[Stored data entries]
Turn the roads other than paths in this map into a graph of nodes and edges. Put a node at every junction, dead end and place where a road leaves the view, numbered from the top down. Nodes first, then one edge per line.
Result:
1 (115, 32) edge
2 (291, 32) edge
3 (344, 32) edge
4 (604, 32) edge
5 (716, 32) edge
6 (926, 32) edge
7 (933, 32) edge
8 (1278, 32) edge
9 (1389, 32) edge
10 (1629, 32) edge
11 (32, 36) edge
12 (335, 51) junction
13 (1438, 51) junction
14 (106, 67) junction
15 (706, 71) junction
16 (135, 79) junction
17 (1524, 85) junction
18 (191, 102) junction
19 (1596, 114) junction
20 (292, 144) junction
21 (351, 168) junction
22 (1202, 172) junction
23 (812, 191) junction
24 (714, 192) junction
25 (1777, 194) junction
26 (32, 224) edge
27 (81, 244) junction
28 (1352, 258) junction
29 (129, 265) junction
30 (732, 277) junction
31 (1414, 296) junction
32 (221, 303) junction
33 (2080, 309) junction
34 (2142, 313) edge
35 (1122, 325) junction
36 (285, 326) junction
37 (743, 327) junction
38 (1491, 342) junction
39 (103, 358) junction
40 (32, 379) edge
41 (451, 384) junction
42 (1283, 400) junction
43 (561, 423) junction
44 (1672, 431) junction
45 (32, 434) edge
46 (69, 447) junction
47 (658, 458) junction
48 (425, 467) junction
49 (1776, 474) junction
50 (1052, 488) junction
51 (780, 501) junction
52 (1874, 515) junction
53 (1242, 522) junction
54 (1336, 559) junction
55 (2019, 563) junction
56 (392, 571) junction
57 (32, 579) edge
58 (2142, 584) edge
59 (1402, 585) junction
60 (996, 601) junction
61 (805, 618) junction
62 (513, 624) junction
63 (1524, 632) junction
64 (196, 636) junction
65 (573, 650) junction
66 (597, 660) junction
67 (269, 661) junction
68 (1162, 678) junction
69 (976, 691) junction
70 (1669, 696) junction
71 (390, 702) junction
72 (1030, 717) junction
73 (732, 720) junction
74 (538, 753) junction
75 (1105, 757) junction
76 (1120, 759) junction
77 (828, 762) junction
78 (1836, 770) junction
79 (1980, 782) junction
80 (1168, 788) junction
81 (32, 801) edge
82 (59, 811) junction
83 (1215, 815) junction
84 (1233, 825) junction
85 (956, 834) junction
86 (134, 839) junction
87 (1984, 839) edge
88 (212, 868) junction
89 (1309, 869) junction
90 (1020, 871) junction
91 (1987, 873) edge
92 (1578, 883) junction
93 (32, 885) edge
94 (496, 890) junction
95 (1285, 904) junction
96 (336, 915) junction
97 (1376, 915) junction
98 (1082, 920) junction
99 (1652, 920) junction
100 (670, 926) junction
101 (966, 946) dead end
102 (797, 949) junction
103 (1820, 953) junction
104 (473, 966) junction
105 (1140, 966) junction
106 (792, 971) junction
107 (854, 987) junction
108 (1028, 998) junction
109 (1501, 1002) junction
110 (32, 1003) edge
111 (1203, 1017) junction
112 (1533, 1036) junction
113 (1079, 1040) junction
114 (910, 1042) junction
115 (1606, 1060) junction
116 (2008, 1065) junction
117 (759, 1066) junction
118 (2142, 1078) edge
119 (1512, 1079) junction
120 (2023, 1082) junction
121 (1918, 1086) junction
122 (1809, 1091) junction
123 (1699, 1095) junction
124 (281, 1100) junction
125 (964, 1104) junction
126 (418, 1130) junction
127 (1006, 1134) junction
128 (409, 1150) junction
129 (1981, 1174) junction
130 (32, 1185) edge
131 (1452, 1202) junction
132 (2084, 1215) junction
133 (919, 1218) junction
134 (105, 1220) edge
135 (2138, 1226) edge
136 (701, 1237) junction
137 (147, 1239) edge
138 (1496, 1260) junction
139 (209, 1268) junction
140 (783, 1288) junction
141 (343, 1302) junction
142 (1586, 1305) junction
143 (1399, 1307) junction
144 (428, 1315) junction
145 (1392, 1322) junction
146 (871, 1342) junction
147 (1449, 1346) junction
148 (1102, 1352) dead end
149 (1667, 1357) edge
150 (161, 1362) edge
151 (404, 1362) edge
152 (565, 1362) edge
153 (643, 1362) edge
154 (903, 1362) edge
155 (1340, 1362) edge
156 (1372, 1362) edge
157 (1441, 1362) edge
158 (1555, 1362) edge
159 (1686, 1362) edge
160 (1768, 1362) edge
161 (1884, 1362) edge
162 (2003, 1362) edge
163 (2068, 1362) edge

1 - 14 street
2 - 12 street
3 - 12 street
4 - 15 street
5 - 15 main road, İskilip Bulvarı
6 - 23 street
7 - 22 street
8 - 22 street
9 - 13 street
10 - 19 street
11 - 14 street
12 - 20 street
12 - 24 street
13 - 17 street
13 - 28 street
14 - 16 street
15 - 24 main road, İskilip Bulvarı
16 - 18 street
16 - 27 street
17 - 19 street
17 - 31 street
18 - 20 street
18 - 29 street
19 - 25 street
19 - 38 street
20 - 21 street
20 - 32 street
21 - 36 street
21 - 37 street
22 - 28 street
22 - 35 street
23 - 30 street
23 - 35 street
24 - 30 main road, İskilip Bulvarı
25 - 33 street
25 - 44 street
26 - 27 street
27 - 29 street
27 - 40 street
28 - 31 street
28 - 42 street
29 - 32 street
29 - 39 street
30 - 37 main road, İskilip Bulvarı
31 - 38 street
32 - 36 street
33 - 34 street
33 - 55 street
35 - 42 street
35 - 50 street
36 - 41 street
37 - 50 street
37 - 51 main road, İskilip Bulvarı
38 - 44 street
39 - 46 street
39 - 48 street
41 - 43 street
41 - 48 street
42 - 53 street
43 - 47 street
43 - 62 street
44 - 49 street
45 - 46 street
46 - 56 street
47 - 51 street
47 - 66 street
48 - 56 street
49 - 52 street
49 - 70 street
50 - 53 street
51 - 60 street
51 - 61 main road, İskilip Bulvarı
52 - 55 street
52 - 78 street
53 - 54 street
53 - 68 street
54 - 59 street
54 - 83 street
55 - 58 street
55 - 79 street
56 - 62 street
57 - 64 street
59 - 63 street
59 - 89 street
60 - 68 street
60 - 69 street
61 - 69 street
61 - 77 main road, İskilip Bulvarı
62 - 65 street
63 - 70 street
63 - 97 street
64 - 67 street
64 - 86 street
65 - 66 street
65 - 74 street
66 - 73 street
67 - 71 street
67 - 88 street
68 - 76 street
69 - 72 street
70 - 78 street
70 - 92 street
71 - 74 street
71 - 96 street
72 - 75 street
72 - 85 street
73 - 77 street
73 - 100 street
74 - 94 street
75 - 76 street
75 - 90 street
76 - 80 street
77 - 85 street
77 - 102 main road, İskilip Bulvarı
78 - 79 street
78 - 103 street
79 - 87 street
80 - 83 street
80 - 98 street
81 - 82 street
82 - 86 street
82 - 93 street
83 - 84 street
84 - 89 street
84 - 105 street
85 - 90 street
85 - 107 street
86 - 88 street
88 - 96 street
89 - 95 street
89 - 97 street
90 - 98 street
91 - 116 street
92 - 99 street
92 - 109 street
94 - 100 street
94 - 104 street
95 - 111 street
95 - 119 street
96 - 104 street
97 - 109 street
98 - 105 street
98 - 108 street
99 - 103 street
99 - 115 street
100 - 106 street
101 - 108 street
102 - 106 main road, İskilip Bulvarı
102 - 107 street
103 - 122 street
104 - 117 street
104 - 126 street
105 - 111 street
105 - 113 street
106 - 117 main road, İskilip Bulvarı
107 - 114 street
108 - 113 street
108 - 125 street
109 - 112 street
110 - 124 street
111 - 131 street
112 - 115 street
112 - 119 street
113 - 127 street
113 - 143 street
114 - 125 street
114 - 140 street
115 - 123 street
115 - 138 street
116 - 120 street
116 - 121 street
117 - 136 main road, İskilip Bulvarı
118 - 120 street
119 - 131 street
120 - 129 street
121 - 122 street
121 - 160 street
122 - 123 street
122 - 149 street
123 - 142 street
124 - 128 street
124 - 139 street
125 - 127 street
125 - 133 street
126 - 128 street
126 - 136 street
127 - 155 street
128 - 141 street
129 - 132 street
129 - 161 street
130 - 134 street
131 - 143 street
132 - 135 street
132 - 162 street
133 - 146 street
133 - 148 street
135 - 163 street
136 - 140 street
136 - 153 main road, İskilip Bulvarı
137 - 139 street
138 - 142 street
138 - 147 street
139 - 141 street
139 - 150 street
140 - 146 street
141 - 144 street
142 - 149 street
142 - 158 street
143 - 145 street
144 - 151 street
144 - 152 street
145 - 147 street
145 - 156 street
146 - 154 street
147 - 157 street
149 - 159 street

• [Task objective]: Which lines of the data above contain "Bulvarı"? Copy each one.

• [Response box]:
5 - 15 main road, İskilip Bulvarı
15 - 24 main road, İskilip Bulvarı
24 - 30 main road, İskilip Bulvarı
30 - 37 main road, İskilip Bulvarı
37 - 51 main road, İskilip Bulvarı
51 - 61 main road, İskilip Bulvarı
61 - 77 main road, İskilip Bulvarı
77 - 102 main road, İskilip Bulvarı
102 - 106 main road, İskilip Bulvarı
106 - 117 main road, İskilip Bulvarı
117 - 136 main road, İskilip Bulvarı
136 - 153 main road, İskilip Bulvarı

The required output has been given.